═══ Records provided ═══

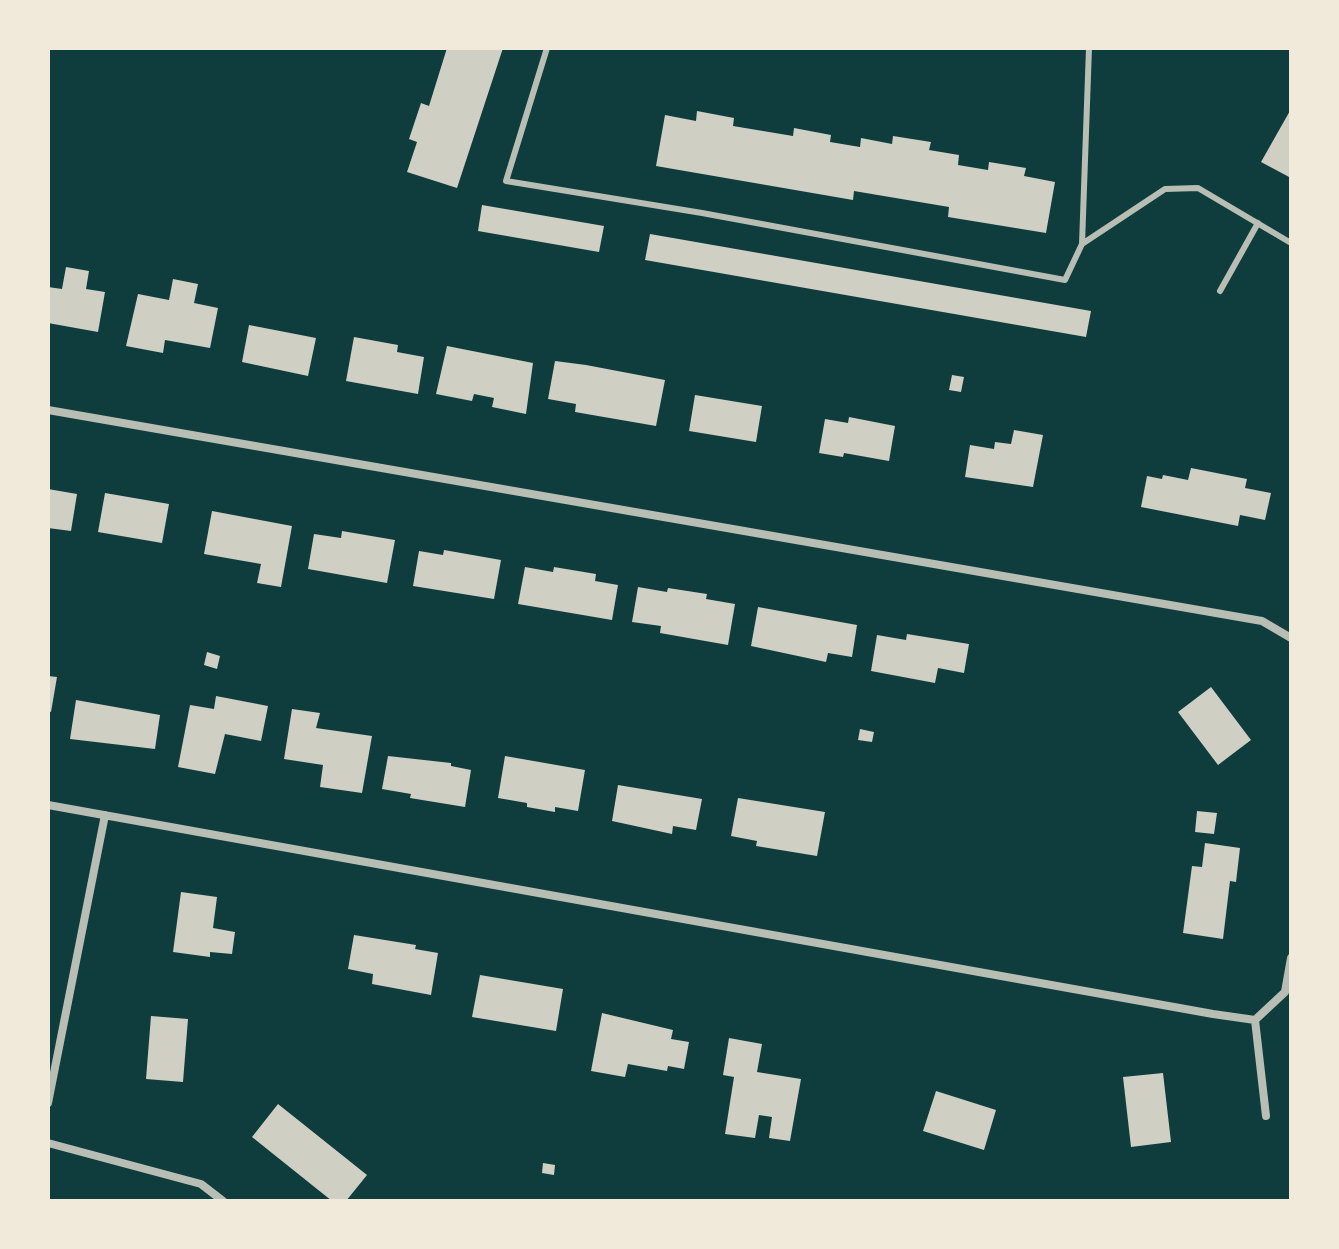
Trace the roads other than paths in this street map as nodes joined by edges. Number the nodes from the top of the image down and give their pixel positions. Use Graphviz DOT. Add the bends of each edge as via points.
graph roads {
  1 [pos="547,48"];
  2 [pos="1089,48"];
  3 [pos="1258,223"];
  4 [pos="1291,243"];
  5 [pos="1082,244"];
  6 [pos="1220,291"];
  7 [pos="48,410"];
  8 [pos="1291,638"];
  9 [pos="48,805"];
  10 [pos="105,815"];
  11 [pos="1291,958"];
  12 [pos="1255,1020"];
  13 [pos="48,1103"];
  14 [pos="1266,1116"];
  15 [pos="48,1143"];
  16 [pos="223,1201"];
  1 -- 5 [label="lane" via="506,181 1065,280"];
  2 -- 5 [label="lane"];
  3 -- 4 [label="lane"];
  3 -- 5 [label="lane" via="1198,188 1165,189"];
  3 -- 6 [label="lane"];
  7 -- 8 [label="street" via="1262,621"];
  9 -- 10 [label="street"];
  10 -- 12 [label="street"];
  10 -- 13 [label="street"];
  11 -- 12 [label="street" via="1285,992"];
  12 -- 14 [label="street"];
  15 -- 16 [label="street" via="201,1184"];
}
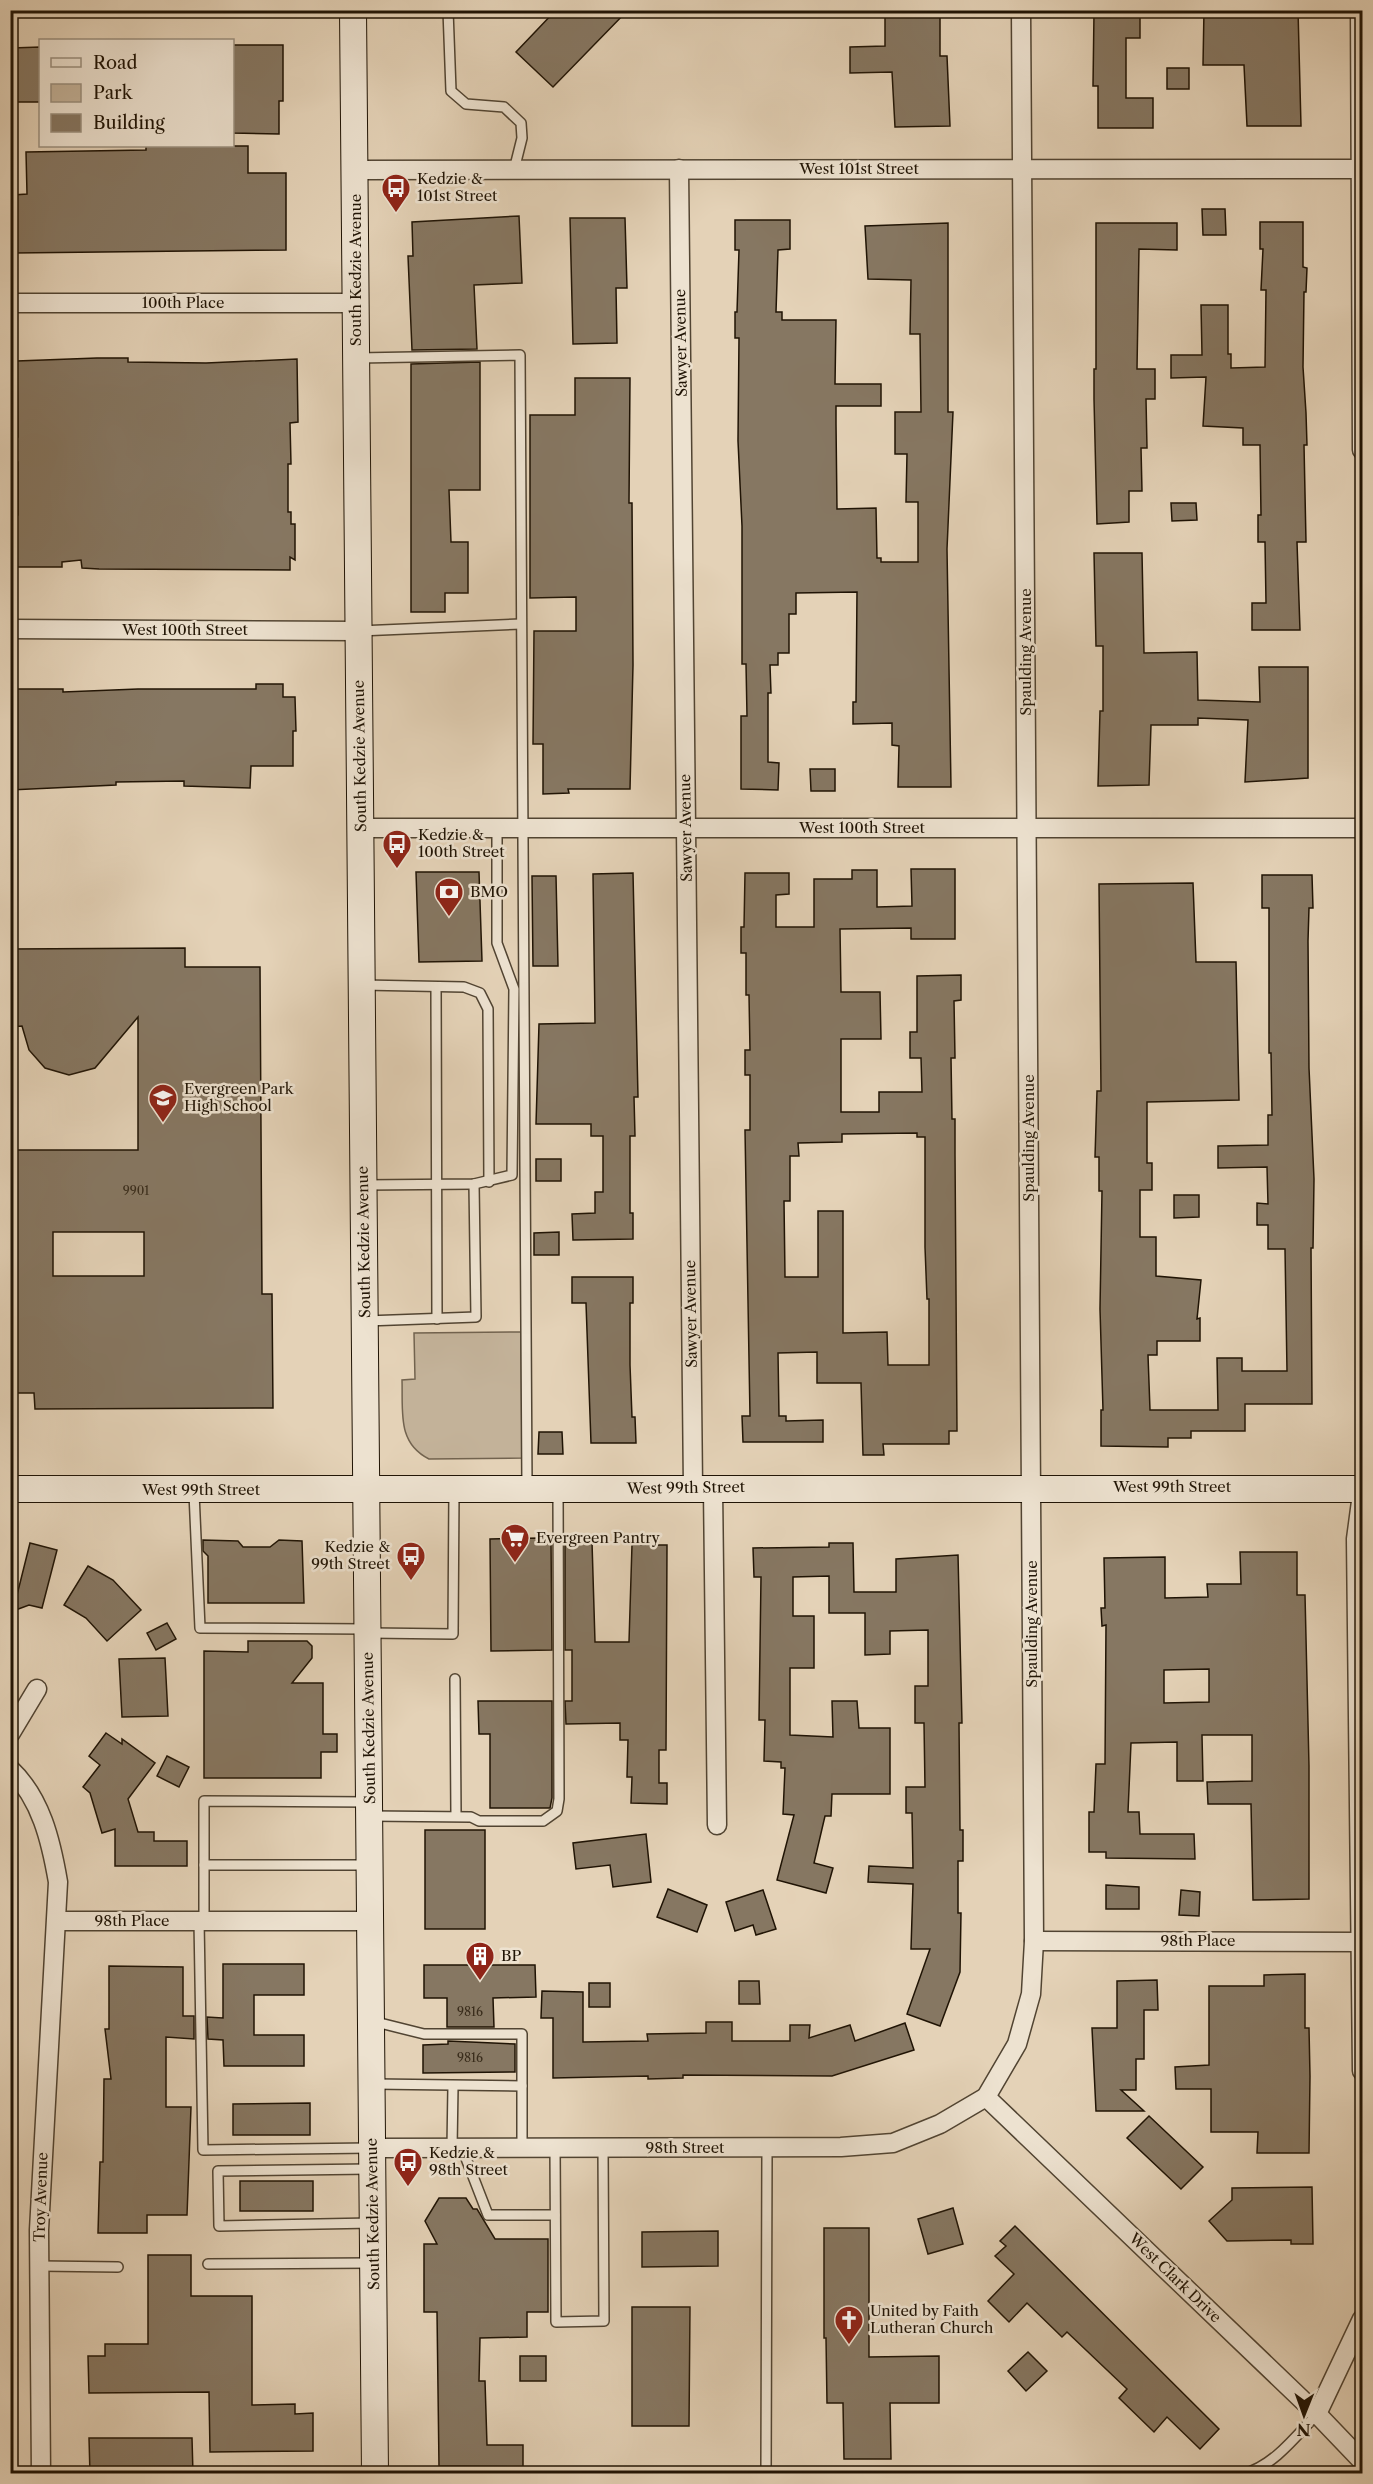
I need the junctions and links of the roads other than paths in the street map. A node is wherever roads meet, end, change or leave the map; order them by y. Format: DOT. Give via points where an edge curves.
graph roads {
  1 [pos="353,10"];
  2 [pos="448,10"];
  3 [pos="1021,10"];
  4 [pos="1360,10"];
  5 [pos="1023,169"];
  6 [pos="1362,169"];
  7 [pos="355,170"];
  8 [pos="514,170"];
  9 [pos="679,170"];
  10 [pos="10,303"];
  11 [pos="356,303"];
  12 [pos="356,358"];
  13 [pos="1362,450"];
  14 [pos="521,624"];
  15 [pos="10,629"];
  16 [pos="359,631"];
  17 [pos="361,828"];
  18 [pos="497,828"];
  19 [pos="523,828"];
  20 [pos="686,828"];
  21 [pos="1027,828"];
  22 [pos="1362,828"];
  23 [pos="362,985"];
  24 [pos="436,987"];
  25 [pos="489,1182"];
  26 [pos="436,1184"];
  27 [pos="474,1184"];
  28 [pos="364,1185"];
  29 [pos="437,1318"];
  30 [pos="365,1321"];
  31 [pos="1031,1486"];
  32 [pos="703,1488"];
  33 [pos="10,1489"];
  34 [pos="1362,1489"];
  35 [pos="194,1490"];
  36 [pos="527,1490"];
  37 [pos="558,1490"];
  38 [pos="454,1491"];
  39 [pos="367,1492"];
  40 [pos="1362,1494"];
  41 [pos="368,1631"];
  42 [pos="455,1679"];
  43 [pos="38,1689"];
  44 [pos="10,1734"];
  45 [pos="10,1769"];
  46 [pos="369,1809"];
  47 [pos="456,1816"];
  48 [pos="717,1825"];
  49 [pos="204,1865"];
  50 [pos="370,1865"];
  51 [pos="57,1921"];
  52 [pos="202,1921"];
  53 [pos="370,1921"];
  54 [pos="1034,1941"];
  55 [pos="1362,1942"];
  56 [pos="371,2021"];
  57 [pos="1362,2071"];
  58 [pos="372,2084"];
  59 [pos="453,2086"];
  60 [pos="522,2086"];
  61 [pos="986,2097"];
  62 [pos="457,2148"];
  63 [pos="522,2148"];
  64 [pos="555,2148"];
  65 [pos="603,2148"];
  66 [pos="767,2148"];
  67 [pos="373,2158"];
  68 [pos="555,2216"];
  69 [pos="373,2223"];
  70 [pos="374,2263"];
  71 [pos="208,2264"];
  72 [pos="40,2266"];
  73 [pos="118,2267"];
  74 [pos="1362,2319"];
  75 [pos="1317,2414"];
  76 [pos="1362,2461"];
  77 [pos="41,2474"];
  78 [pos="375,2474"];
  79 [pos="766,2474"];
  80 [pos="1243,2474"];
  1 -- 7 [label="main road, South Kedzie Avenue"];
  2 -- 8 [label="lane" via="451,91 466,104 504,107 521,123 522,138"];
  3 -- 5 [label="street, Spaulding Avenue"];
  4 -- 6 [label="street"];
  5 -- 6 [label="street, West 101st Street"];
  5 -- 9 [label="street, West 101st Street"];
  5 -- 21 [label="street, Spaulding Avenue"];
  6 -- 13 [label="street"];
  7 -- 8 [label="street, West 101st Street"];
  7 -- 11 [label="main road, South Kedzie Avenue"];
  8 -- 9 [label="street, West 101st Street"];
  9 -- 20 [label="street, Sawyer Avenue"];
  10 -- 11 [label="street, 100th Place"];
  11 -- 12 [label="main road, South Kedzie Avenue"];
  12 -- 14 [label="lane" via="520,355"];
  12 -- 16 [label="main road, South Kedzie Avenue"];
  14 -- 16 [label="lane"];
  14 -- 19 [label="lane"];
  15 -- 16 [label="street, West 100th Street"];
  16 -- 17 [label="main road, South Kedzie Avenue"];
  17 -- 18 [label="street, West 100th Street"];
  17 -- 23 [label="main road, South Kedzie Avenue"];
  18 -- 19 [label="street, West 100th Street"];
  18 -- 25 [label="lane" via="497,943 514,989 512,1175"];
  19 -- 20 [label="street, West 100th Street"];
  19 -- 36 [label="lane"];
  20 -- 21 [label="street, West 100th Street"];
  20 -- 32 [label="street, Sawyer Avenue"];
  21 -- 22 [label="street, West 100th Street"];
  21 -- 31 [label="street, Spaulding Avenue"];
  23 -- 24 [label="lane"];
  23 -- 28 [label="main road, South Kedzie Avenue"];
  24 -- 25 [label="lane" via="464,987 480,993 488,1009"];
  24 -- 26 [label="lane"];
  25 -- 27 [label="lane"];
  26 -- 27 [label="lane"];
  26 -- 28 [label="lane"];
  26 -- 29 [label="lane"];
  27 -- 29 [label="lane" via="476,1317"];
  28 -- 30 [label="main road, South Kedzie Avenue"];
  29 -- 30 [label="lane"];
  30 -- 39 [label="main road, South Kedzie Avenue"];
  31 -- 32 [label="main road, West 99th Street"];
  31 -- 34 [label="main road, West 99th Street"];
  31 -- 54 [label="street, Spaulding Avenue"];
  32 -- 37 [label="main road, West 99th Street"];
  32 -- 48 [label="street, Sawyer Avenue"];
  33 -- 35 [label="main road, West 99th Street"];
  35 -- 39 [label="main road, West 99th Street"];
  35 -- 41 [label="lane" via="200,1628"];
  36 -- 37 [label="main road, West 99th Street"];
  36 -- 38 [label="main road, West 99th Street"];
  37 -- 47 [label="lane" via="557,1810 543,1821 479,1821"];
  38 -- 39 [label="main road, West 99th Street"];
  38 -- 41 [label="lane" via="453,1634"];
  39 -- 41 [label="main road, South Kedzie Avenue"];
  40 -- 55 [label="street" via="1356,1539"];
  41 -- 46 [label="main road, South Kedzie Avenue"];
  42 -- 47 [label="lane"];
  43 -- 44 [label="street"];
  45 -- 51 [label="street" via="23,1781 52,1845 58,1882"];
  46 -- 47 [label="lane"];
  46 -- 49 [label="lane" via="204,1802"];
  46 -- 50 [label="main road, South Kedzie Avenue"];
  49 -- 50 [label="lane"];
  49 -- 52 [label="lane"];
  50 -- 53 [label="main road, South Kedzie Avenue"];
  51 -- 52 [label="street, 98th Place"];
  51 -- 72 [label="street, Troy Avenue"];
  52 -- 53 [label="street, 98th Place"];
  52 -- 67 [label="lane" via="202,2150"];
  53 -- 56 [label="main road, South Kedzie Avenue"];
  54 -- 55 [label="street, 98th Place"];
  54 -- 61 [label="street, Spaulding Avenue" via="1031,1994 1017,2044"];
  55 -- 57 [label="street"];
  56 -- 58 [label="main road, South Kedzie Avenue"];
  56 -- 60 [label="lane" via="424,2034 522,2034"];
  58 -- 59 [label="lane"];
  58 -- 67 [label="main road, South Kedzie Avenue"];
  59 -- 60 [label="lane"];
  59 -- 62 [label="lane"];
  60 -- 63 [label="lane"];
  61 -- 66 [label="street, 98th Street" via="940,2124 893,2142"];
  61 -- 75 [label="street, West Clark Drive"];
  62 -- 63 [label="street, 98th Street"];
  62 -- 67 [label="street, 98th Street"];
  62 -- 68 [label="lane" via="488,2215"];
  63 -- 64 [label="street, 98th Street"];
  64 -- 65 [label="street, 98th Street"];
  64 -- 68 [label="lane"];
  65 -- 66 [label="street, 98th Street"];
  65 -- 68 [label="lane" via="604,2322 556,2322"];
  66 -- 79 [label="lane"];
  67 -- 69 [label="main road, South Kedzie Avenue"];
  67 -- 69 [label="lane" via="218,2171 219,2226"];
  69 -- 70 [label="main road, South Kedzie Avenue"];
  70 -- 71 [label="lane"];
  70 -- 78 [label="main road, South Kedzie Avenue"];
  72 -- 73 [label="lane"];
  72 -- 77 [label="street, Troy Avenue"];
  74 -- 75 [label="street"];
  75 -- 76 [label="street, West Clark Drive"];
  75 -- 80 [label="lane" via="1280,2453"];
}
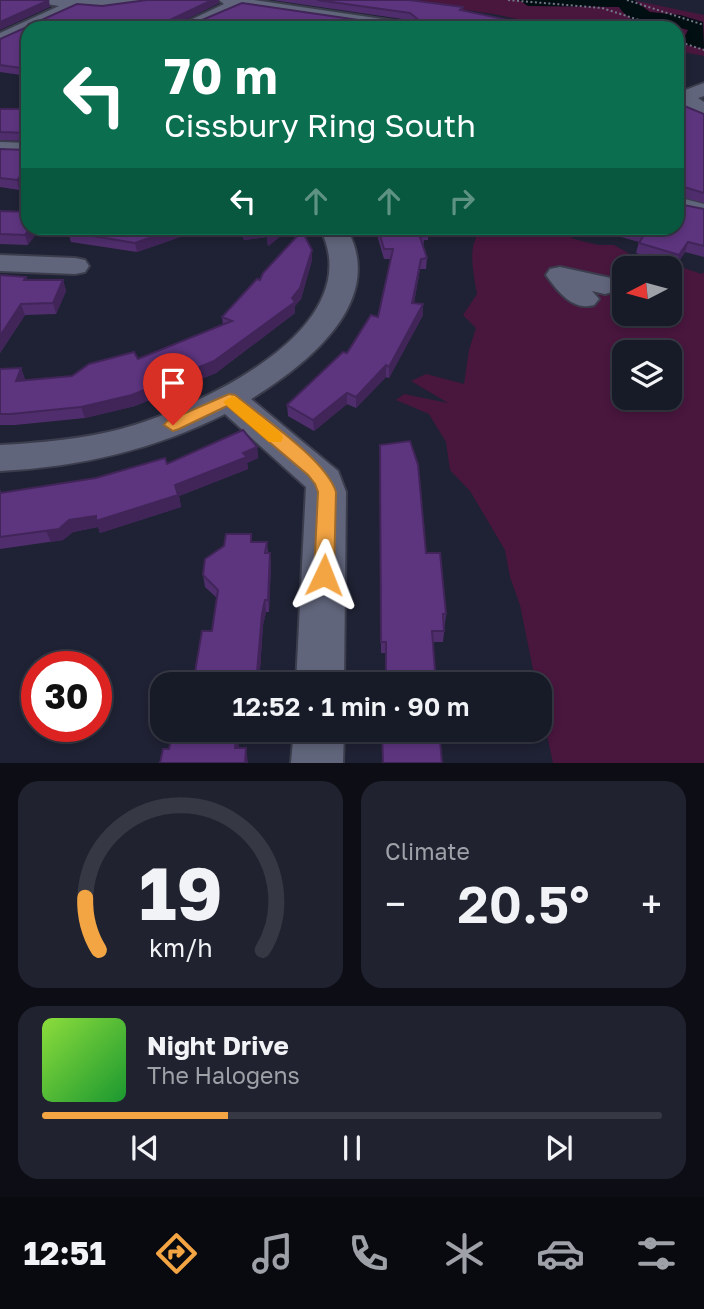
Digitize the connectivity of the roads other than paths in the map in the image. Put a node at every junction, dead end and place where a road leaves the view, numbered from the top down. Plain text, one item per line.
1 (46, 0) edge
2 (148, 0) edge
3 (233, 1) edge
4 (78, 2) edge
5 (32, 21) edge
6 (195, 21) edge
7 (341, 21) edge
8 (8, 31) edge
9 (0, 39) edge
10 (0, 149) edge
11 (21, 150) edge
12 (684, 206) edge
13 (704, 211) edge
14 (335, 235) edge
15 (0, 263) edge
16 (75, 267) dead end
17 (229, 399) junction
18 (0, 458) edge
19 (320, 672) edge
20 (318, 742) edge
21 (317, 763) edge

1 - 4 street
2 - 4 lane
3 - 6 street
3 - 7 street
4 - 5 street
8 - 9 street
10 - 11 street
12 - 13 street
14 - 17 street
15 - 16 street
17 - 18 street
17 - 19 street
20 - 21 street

═══

* _What to work on_: Reproduce exactly the line bearing "Digitize the connectivity" and all the lines that come after it in the records above; add nothing.

* _Written solution_:
Digitize the connectivity of the roads other than paths in the map in the image. Put a node at every junction, dead end and place where a road leaves the view, numbered from the top down. Plain text, one item per line.
1 (46, 0) edge
2 (148, 0) edge
3 (233, 1) edge
4 (78, 2) edge
5 (32, 21) edge
6 (195, 21) edge
7 (341, 21) edge
8 (8, 31) edge
9 (0, 39) edge
10 (0, 149) edge
11 (21, 150) edge
12 (684, 206) edge
13 (704, 211) edge
14 (335, 235) edge
15 (0, 263) edge
16 (75, 267) dead end
17 (229, 399) junction
18 (0, 458) edge
19 (320, 672) edge
20 (318, 742) edge
21 (317, 763) edge

1 - 4 street
2 - 4 lane
3 - 6 street
3 - 7 street
4 - 5 street
8 - 9 street
10 - 11 street
12 - 13 street
14 - 17 street
15 - 16 street
17 - 18 street
17 - 19 street
20 - 21 street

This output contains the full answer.